Estudos no Reino Unido demonstraram que dar às mães acesso a trabalho flexíveis diminuiu significativamente a probabilidade de elas abandonarem a carreira após o nascimento do primeiro filho. Também diminuiu a probabilidade de reduzirem o horário de trabalho após a maternidade. Em países onde é comum a prática de trabalho no regime _part-time_, considera-se essa uma das causas mais importantes da persistente diferença salarial entre homens e mulheres e a flexibilidade seria uma arma importante para ajudar a reduzi-la.

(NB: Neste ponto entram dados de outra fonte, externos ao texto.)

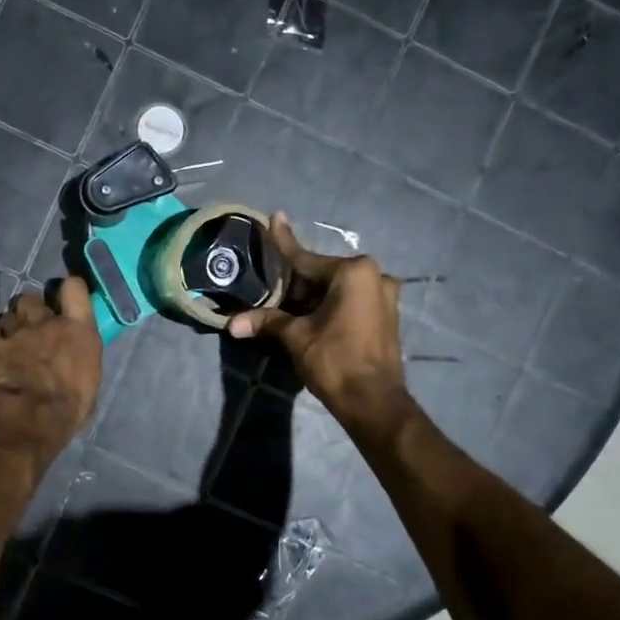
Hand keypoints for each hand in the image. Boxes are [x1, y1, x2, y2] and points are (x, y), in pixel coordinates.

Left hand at [0, 276, 102, 479]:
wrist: (26, 421)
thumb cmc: (67, 410)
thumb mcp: (89, 384)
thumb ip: (81, 359)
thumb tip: (75, 357)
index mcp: (78, 330)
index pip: (74, 288)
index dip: (68, 290)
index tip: (66, 298)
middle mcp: (46, 322)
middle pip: (33, 299)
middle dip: (31, 310)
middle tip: (32, 327)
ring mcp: (15, 330)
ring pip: (8, 315)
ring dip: (10, 326)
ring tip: (10, 342)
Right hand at [227, 214, 408, 436]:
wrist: (374, 401)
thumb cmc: (335, 360)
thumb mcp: (297, 337)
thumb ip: (267, 322)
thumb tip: (232, 323)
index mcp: (354, 272)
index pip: (306, 258)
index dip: (284, 242)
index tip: (275, 217)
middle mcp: (375, 276)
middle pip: (323, 274)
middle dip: (296, 282)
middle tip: (271, 288)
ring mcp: (385, 297)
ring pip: (337, 290)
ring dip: (313, 297)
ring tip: (287, 306)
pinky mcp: (387, 317)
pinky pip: (351, 302)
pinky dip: (330, 306)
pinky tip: (311, 317)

Construir uma cultura em que a flexibilidade é a regra e onde colaboradores são julgados pelos resultados e não pelo presenteísmo, pode ser uma tremenda oportunidade para mulheres. Essa política beneficia claramente todas as pessoas que trabalham, mas para as mulheres em particular, a flexibilidade vai além de permitir um melhor equilíbrio entre casa e trabalho. Também pode permitir que mais mulheres que retornam depois de um período ausente sejam altamente produtivas, mantendo-as no caminho das promoções e crescimento de carreira que reduzirão a desigualdade.

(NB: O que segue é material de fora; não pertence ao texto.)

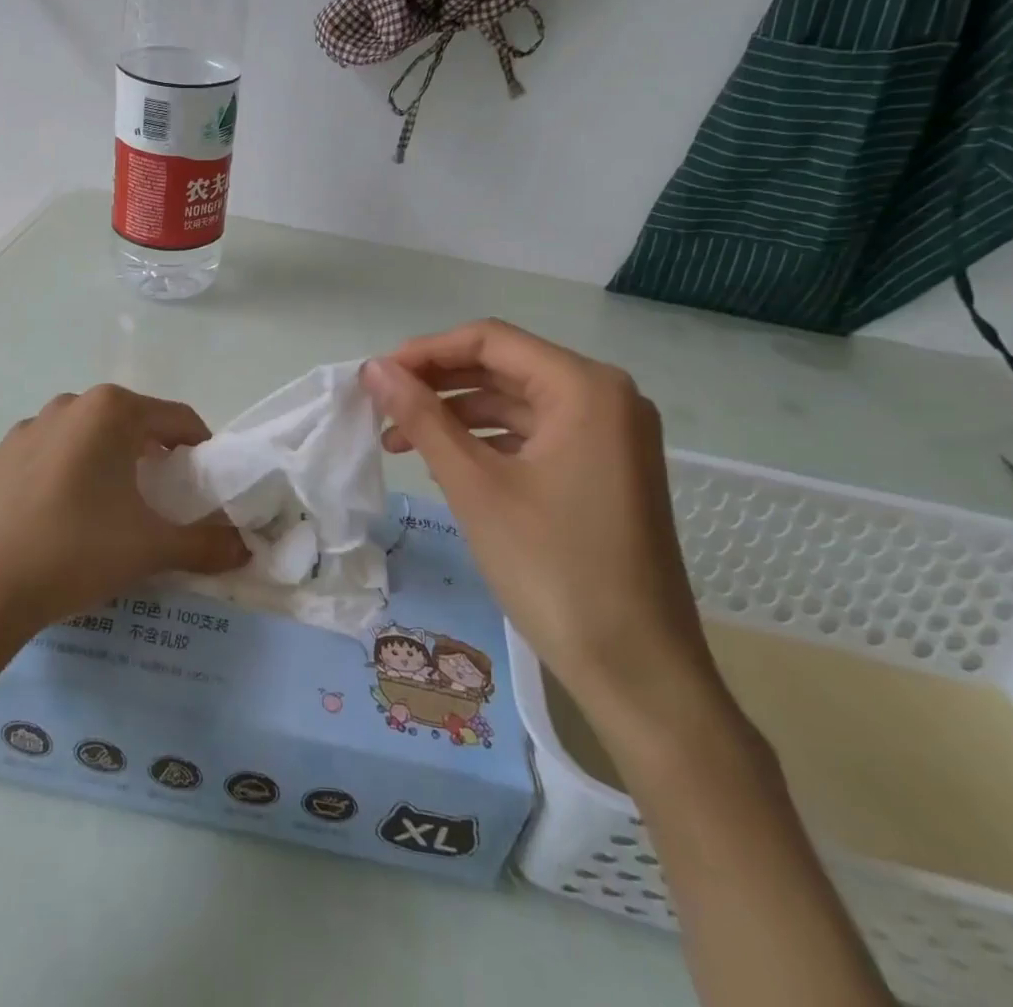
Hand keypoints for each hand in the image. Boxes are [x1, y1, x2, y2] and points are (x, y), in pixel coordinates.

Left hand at [0, 385, 248, 647]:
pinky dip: (59, 478)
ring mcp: (22, 430)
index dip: (200, 449)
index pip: (177, 418)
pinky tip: (54, 521)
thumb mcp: (150, 548)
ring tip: (105, 512)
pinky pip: (41, 460)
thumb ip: (206, 544)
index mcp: (111, 411)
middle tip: (159, 500)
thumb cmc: (75, 551)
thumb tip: (246, 549)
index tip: (204, 485)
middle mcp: (67, 406)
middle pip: (128, 423)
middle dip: (151, 455)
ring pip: (82, 438)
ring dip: (103, 463)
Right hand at [362, 321, 726, 744]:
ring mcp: (610, 435)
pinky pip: (536, 435)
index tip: (376, 375)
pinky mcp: (605, 469)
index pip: (491, 340)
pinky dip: (488, 442)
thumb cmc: (554, 569)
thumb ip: (423, 418)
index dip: (427, 351)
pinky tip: (445, 461)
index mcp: (585, 387)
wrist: (638, 673)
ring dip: (457, 415)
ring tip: (399, 440)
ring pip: (517, 403)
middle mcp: (606, 397)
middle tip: (381, 406)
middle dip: (438, 384)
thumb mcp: (476, 486)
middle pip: (505, 367)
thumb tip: (374, 368)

Mas é importante ter em mente que trabalho flexível em culturas onde não há uma divisão igual de trabalhos domésticos e cuidados com os filhos entre homens e mulheres, pode reforçar papéis de gênero e prejudicar as mulheres. Estudos mostram que os homens, em média, são mais propensos do que as mulheres a trabalhar mais horas e têm maior probabilidade de se preocuparem mais com as tarefas do trabalho do que com as demandas de cuidados em casa, o que não é o caso das mulheres. Muitas mulheres, especialmente mães ou responsáveis por cuidar, não sentem que podem prolongar seus dias de trabalho e acabam aumentando seu tempo em atividades no lar, o que não acontece com os homens. Por isso é importante pensar em um modelo onde o número de horas trabalhadas por semana ou dia tenha um limite, tanto para homens como para mulheres, para que os dois possam colaborar na divisão das responsabilidades familiares e manter os mesmos níveis de produtividade no trabalho.

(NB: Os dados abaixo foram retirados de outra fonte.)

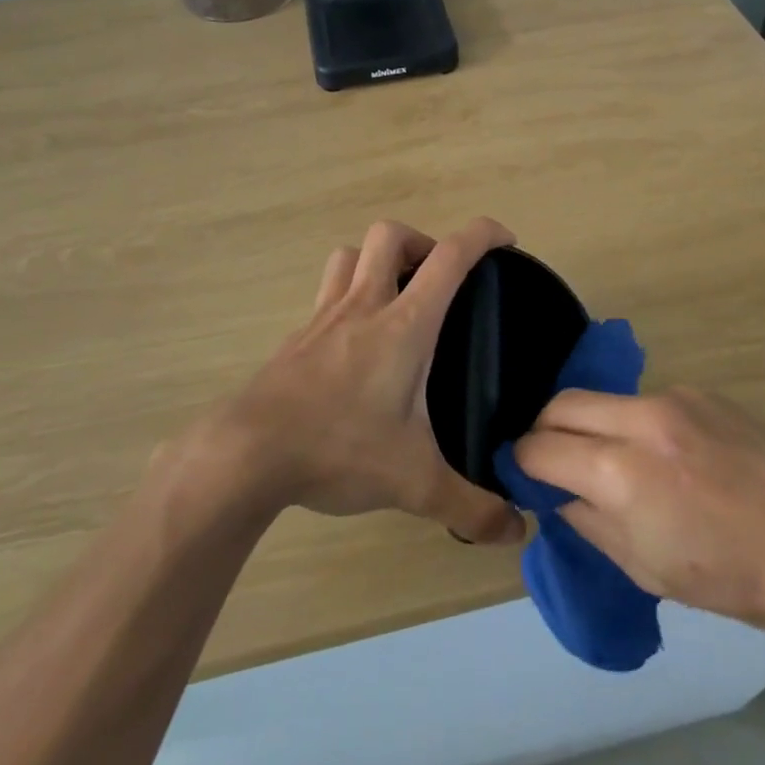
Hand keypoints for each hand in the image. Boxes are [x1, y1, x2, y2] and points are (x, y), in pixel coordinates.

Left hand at [205, 218, 525, 544]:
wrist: (248, 453)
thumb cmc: (339, 448)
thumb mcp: (415, 484)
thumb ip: (471, 507)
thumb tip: (517, 531)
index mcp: (404, 324)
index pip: (449, 257)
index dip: (482, 234)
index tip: (505, 240)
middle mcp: (363, 305)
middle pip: (390, 235)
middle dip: (422, 242)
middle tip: (439, 280)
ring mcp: (323, 317)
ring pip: (349, 255)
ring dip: (377, 261)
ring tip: (396, 297)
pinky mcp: (296, 338)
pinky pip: (326, 294)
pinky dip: (347, 297)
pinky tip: (354, 343)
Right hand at [513, 385, 764, 635]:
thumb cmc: (735, 578)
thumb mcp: (646, 569)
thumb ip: (588, 521)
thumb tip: (558, 493)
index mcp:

Para atrair mais talentos femininos, é importante que as políticas de trabalho flexíveis estejam claras nos anúncios de oportunidades de emprego. No entanto, as políticas por si só não são suficientes e é importante que seja uma realidade quando as candidatas forem contratadas. Para isso, é necessário mudar a mentalidade do trabalho flexível, implementar processos, prover ferramentas necessárias, entender os diferentes estilos de trabalho e dar suporte as mulheres. Uma boa maneira de começar é implementar a política de _home office_ em algumas equipes, com um projeto piloto. Entender erros e acertos e depois implementar em larga escala, pode poupar tempo e garantir um melhor retorno e aceitação de todos os envolvidos.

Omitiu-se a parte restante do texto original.